Automatic speech recognition (ASR) for dysarthric speech is challenging. The acoustic characteristics of dysarthric speech are highly variable and there are often fewer distinguishing cues between phonetic tokens. Multimodal ASR utilises the data from other modalities to facilitate the task when a single acoustic modality proves insufficient. Articulatory information, which encapsulates knowledge about the speech production process, may constitute such a complementary modality. Although multimodal acoustic-articulatory ASR has received increasing attention recently, incorporating real articulatory data is under-explored for dysarthric speech recognition. This paper investigates the effectiveness of multimodal acoustic modelling using real dysarthric speech articulatory information in combination with acoustic features, especially raw signal representations which are more informative than classic features, leading to learning representations tailored to dysarthric ASR. In particular, various raw acoustic-articulatory multimodal dysarthric speech recognition systems are developed and compared with similar systems with hand-crafted features. Furthermore, the difference between dysarthric and typical speech in terms of articulatory information is systematically analysed by using a statistical space distribution indicator called Maximum Articulator Motion Range (MAMR). Additionally, we used mutual information analysis to investigate the robustness and phonetic information content of the articulatory features, offering insights that support feature selection and the ASR results. Experimental results on the widely used TORGO dysarthric speech dataset show that combining the articulatory and raw acoustic features at the empirically found optimal fusion level achieves a notable performance gain, leading to up to 7.6% and 12.8% relative word error rate (WER) reduction for dysarthric and typical speech, respectively.

求助全文

通过发布文献求助，成功后即可免费获取论文全文。

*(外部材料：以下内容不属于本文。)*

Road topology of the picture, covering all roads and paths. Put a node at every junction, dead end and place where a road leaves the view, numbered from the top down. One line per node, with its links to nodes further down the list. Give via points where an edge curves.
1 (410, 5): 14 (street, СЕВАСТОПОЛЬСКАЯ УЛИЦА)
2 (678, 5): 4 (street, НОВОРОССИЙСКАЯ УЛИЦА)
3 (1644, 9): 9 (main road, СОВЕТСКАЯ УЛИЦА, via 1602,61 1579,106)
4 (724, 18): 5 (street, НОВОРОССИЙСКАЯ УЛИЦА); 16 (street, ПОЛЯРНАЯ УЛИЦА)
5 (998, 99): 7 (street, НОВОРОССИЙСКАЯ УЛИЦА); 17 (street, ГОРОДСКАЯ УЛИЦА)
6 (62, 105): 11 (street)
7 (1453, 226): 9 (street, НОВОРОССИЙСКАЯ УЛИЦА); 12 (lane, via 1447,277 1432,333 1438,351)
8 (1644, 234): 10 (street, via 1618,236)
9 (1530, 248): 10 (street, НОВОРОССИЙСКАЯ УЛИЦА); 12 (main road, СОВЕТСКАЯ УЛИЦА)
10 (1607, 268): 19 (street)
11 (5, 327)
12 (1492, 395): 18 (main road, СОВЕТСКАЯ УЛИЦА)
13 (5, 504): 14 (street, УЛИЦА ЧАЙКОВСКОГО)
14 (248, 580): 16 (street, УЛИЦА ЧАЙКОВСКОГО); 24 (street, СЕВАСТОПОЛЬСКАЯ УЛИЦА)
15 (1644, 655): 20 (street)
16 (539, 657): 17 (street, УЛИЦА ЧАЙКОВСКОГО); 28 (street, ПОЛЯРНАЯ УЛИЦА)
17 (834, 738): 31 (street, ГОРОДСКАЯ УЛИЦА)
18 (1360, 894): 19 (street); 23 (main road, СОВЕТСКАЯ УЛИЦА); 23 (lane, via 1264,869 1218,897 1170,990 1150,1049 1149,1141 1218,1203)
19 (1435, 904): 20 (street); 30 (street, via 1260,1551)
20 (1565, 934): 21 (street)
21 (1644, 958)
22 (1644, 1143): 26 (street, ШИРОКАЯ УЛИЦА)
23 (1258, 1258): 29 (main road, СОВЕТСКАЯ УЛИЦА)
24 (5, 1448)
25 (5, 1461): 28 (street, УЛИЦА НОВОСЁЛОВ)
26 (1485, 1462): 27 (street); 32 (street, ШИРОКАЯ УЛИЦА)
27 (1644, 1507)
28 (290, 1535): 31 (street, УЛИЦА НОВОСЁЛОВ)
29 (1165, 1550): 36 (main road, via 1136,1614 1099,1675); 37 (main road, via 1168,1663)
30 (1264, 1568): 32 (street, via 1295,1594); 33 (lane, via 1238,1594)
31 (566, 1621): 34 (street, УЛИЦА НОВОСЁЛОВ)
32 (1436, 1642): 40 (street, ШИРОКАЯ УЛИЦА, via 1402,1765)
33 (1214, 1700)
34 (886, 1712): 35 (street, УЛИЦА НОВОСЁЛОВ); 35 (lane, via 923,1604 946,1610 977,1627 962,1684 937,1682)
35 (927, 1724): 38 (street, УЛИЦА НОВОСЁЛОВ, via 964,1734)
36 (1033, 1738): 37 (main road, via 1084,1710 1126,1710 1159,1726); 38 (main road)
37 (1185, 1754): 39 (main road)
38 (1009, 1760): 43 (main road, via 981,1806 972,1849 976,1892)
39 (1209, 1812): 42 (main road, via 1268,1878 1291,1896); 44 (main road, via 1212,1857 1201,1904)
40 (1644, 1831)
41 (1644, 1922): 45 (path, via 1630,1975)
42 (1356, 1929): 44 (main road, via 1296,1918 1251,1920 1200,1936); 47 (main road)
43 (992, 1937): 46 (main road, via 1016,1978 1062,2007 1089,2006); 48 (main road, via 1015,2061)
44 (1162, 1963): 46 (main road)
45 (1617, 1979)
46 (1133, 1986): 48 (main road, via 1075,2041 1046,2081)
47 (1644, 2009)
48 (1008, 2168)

去求助

来源期刊

Computer Speech and Language 工程技术-计算机：人工智能

CiteScore

11.30

自引率

4.70%

发文量

审稿时长

22.9 weeks

期刊介绍： Computer Speech & Language publishes reports of original research related to the recognition, understanding, production, coding and mining of speech and language. The speech and language sciences have a long history, but it is only relatively recently that large-scale implementation of and experimentation with complex models of speech and language processing has become feasible. Such research is often carried out somewhat separately by practitioners of artificial intelligence, computer science, electronic engineering, information retrieval, linguistics, phonetics, or psychology.